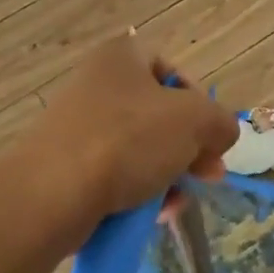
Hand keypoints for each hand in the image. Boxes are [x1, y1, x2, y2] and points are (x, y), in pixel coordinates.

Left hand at [24, 32, 239, 225]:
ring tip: (177, 203)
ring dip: (168, 175)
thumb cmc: (128, 140)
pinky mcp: (67, 166)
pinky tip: (153, 214)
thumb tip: (221, 135)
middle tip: (209, 175)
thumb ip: (221, 122)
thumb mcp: (195, 121)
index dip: (198, 100)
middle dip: (189, 148)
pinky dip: (138, 192)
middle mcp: (97, 85)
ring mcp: (78, 127)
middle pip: (159, 114)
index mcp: (122, 58)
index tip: (210, 133)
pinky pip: (115, 174)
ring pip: (140, 149)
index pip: (172, 69)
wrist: (52, 194)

● ● ● ● ● ● ●

- **Work order**
Go through the listing above, and whenever a line holds the word "middle", copy it.

- **Written solution**
middle tip: (209, 175)
middle dip: (189, 148)
middle mcp: (97, 85)
middle pip: (159, 114)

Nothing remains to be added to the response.